Reinjan kiest na zijn kandidaats voor strafrecht: ‘De meest maatschappelijk betrokken richting.’ Als keuzevakken kiest hij voor Criminologie en Auteursrecht. ‘Omdat ik toen al af en toe voor kranten schreef. Ik had ook al poëzie in De Gids gepubliceerd.’ Het klikt met de nieuwe hoogleraar Criminologie Koos van Weringh, die ook schrijft. Hij stimuleert Reinjan om na zijn afstuderen te promoveren. Het onderwerp wordt 'Strafrecht in de DDR’, vanwege zijn interesse in Oost-Europa. ‘Op mijn 20e had ik al een paginagroot journalistiek stuk in De Groene Amsterdammer, met een eigen foto, over het strafrechtsysteem in de DDR. Ik was al ruim voordat ik afstudeerde journalist.’
Na 2 publicaties in het studentenblad Propria Cures wordt hij redacteur. In de redactie zitten onder meer Tim Krabbé, Koen Koch en Mensje van Keulen. ‘Ik heb zo’n 3 jaar lang in de PC-redactie gezeten en heb zo de literaire wereld leren kennen.’ Ook is hij als student in beeldende kunst geïnteresseerd. Als hij een advertentie in de krant ziet waarin het ministerie van CRM kunstenaars oproept om ideeën in te sturen, stuurt hij een idee voor een fotoproject in. Hij ontvangt tot zijn verrassing 10.000 gulden om het uit te voeren.

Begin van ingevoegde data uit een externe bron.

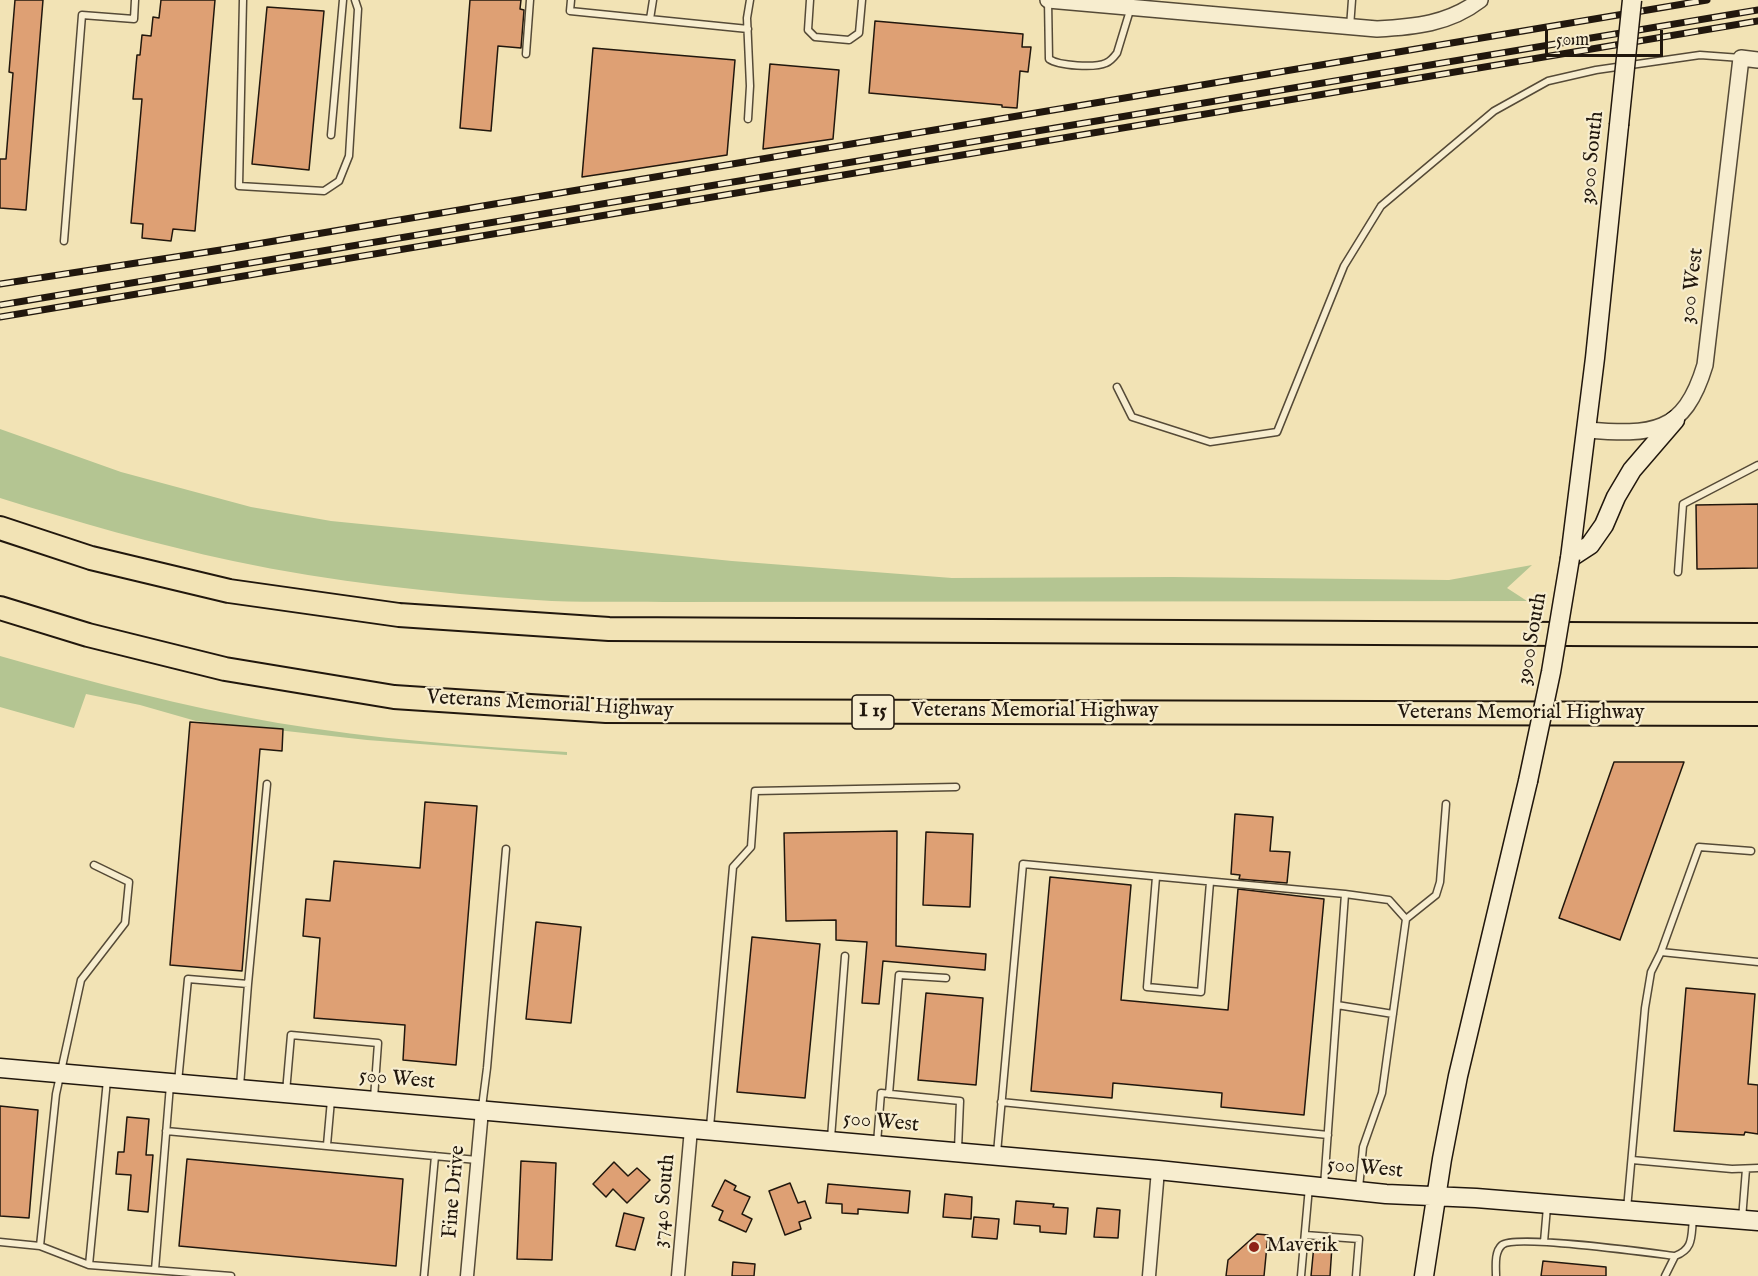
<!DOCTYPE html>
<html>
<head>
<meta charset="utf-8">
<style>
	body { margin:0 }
	#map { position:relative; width:1758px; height:1276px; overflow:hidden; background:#f2e3b5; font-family:"IM FELL English",serif }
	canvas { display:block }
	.scale { position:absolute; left:1545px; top:30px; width:118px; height:27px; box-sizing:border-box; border:3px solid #21170d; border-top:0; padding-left:8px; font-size:18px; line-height:21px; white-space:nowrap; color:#21170d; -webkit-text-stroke:4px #f7edcf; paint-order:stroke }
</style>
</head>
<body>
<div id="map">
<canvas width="1758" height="1276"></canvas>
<div class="scale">50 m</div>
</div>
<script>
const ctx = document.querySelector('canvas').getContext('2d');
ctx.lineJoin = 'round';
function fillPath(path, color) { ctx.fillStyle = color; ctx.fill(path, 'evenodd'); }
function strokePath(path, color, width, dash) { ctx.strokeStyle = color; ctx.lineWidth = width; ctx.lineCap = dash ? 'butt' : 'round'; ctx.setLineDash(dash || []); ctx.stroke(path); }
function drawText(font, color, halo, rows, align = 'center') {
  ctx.font = font + ' "IM FELL English",serif'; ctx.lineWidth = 4.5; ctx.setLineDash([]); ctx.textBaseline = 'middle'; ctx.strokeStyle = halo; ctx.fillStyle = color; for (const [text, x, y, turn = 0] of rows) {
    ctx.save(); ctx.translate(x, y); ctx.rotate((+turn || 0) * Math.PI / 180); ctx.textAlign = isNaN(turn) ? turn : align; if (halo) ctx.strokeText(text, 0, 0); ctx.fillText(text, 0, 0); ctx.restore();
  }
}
const green = new Path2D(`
	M0,429L121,472L251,507L331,521L732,561L952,578L1173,577L1449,580L1532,565L1507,588L1527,601L664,602C621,601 578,603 536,600C435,593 332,582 233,561C154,544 77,522 0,498Z
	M0,656C92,682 184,707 278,723C374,739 470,746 567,752V755L367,740L196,721L140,705L86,694L74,728L0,707Z`);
const building = new Path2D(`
	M15,0H43L26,210L0,208V159H6L13,73L9,72Z
	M161,0H215L195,231L173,229L171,241L142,238L143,224L131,223L142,99H133L137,55H140L142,35L151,36L153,17L159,18Z
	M470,0H521L520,9L524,10L521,48L498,46L491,131L460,128Z
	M267,7L324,11L309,170L252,164Z
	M875,21L1023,34L1022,47H1031L1028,72L1020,71L1017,108L1002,107V105L869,93Z
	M593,48L735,60L727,155L582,177Z
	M770,64L839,70L833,139L763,149Z
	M1758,504V568L1697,569L1696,505Z
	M190,722L283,729L282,751L260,749L242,971L170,965Z
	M1614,762H1684L1620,940L1559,918Z
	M425,802L477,806L456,1065L403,1060L405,1025L314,1018L320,938L303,936L306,899L330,901L334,861L420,868Z
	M1235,814L1273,817L1270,851L1290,852L1287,883L1239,879L1240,875L1231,874Z
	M897,831L896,946L986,954L985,970L883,961L879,1004L862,1003L867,942L836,940V920L786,921L784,833Z
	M926,832L973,834L970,907L923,905Z
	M1050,877L1131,885L1121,1000L1228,1010L1238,889L1324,899L1304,1115L1221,1107L1222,1093L1113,1083L1112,1098L1031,1091Z
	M536,922L581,927L571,1023L526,1019Z
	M752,937L820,944L805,1098L737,1092Z
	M1686,988L1755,994L1748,1084L1758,1085V1134L1745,1132L1744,1135L1674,1131Z
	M926,993L983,998L976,1085L918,1080Z
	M0,1106L38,1110L29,1218L0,1216Z
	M127,1117L149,1119L146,1155H153L148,1212L128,1210L131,1175L116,1174L118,1152H124Z
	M187,1159L403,1179L396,1266L179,1246Z
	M521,1161L556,1163L552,1260L517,1259Z
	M614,1162L628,1176L637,1168L650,1180L627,1203L613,1189L606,1197L593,1184Z
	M725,1180L736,1186L734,1190L750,1197L742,1214L752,1219L746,1232L719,1220L723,1211L712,1206Z
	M790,1183L798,1203L805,1201L811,1218L799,1222L801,1229L785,1235L769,1191Z
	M828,1184L910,1191L908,1213L858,1209V1214L842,1213V1204L826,1203Z
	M945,1194L972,1197L971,1219L943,1217Z
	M1016,1201L1054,1204L1053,1207L1068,1208L1066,1234L1040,1232V1226L1014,1224Z
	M1097,1208L1120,1210L1118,1238L1094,1237Z
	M624,1213L644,1218L635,1250L616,1246Z
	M974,1217L999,1219L997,1239L972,1237Z
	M1257,1234L1268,1235L1264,1276H1226L1228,1260Z
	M1314,1245L1332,1246L1330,1276H1311Z
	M1543,1261L1606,1267V1276H1541Z
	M733,1262L755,1264L754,1276H732Z`);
const service = new Path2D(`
	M243,0L239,186L324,191L339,181L349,156L358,9L355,0
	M571,0L570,11L748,29
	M810,0L808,30L815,37L849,40L859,33L862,0
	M1048,0L1049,59C1059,66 1095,68 1106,63C1111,61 1114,57 1117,53L1131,7
	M650,19L653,0
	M1350,27L1352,0
	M526,54L530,0
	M748,119L750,86L747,18L750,0
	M331,135L343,0
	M64,241L82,15L134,19L135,0
	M1117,387L1132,417L1210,442L1277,432L1344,266L1381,206L1494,111L1548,81L1596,70L1700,55L1741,58
	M1678,572L1683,504L1758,465
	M1156,877L1147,987L1201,992L1210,882
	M1345,894L1389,900L1406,919L1382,1093L1363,1147L1359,1188
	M1406,919L1436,895L1440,882L1446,804
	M1661,952L1699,847L1751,851
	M248,984L267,784
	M1337,1005L1393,1014
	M178,1082L188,979L248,984L240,1086
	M286,1092L291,1035L378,1043L374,1098
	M889,1094L899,975L946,978
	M1001,1102L1328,1135
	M482,1107L487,1068L506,849
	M710,1127L733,867L751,847L755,791L956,787
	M166,1131L477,1160
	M831,1138L845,956
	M877,1143L881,1093L960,1101L958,1149
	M327,1145L331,1100
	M997,1153L1023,864L1345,894L1324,1186
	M1632,1160L1732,1169L1758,1168
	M1627,1209L1645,1008L1651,972L1661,952L1758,962
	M1742,1219L1746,1169
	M1305,1235L1359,1239L1356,1276
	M0,1242L40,1246L89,1265L231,1276
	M1544,1242L1547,1207
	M40,1246L56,1094L81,980L125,923L129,882L94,865
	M89,1265L107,1080
	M155,1270L170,1085
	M424,1276L435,1156
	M1301,1276L1309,1187
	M1496,1276C1496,1267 1494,1252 1502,1245C1514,1234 1651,1253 1675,1256
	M1665,1276L1675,1256C1694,1249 1691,1236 1693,1219`);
const minor = new Path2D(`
	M467,1276L482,1110
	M678,1276L691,1129
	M1149,1276L1158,1170`);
const tertiary = new Path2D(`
	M1048,0L1377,29C1414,27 1449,24 1480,0
	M1586,430C1652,435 1684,435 1705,365L1741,58L1758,60`);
const secondary = new Path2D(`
	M1570,558L1595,358L1619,125
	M1570,558L1590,545L1604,525L1616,497L1632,470L1675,420
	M0,1068L1158,1170L1386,1194L1476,1198L1758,1221
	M1424,1276L1442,1159L1458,1076L1528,781`);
const motorway = new Path2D(`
	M0,528L91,558L229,591L399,615L609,629L1758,635
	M0,608L88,635L225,669L394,697L606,711L1758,714`);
const rail = new Path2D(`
	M0,284L227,249L1707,0
	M0,305L1758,10
	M0,317L1758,21`);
const secondaryBridge = new Path2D(`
	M1619,125L1632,0
	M1528,781L1551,672L1570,558`);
const markers = [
	[1254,1247,6,"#8f2418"]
];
const shields = [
	[873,712,42]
];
const shieldNames = [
	["I 15",873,712]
];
const streetNames = [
	["3900 South",1593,158,-84],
	["300 West",1693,286,-83],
	["3900 South",1533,639,-80],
	["Veterans Memorial Highway",550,705,3],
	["Veterans Memorial Highway",1035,712],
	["Veterans Memorial Highway",1521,714],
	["500 West",397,1080,5],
	["500 West",881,1123,5],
	["500 West",1365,1169,5],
	["Fine Drive",455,1192,-85],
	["3740 South",665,1201,-85]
];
const poiNames = [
	["Maverik",1266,1247]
];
fillPath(green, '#b4c592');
fillPath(building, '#dea074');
strokePath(building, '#21170d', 1.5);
strokePath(service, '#554a37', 9);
strokePath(minor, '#554a37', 15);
strokePath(tertiary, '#554a37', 18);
strokePath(secondary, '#21170d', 21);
strokePath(motorway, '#21170d', 26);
strokePath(service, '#f7edcf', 6);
strokePath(minor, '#f7edcf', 12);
strokePath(tertiary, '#f7edcf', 15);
strokePath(secondary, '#f7edcf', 18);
strokePath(motorway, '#f2e3b5', 22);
strokePath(rail, '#21170d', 7);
strokePath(rail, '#f7edcf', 4.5, [14]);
strokePath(secondaryBridge, '#21170d', 21, []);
strokePath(secondaryBridge, '#f7edcf', 18);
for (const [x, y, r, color] of markers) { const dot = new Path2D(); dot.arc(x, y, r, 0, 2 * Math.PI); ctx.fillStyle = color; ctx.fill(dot); strokePath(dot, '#f7edcf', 2); }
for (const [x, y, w] of shields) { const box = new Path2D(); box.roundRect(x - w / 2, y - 17, w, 34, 4.5); ctx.fillStyle = '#f7edcf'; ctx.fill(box); strokePath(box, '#21170d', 1.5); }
drawText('bold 20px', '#21170d', null, shieldNames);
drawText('21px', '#21170d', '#f7edcf', streetNames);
drawText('21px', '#21170d', '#f7edcf', poiNames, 'left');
</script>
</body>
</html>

‘Toen ik in 1973 afstudeerde, was ik erkend als beeldende kunstenaar en had ik al in een literair tijdschrift gepubliceerd, en in NRC Handelsblad en De Groene Amsterdammer. Én ik werd benoemd tot promotieassistent aan de rechtenfaculteit.’ Het promotieassistentschap bleek echter eenzaam. Gelukkig kan Reinjan in die tijd ook bij NRC aan de slag als freelance literair medewerker. ‘Ik schreef recensies en hield interviews met schrijvers, vooral van mijn generatie.’ Reinjan was vaak scherp in zijn recensies. Zo boorde hij Rituelen van Cees Nooteboom de grond in. Later heeft hij het herlezen en vond hij het beter. ‘Ik vond het destijds een aanstellerig boek. Nooteboom zat in die modieuze sfeer, beetje grachtengordel, en ik was juist meer van de krakers en de punks. Dat je een hele bladzij over de smaak van whiskey schrijft, was voor mij wel het toppunt van decadentie.’
Na het promotieassistentschap gaat Reinjan aan de slag als eindredacteur van het cultureel supplement van NRC. Dit was in 1979, een jaar voor hij promoveert. ‘Na mijn promotie was ik daar eigenlijk overgekwalificeerd. Maar ik vond het ontzettend leuk werk en ik heb er veel geleerd.’
In 1983 krijgt Reinjan een telefoontje van het Sociaal Cultureel Planbureau met de vraag of hij leiding wil geven aan de afdeling Justitie. ‘Voor het SCP telde mee dat ik gepromoveerd was, en ook nog eens jurist. Dankzij mijn titels werd ik in die functie serieus genomen door instellingen als het Ministerie van Justitie.’ Zijn taak was het justitiebeleid te onderzoeken en daar artikelen en boeken over te schrijven. Enthousiast laat Reinjan meerdere rapporten zien. Hij voelde zich gewaardeerd in deze functie: ‘Ik was tenminste niet voor niets gepromoveerd.’
In 1989 belt NRC: de literatuurredacteur is met vervroegd pensioen gegaan en vraagt Reinjan om hem op te volgen. Het betekent het eind van de rechtencarrière van Reinjan. ‘Ik had rechten gestudeerd, was gepromoveerd en werkte bij het SCP, maar ik vond mijn tijd in de journalistiek wel verreweg het leukst.’ Na 7 jaar bij NRC werkt hij aansluitend bij verschillende uitgeverijen, totdat hij als bijna 60-er besluit om freelance te gaan werken. ‘Ik heb een eigen uitgeverijtje opgezet: Babel en Voss, waar vrienden van mijn zoon bij betrokken waren. Zij zijn schrijvers geworden: Daan en Thomas Heerma van Voss.’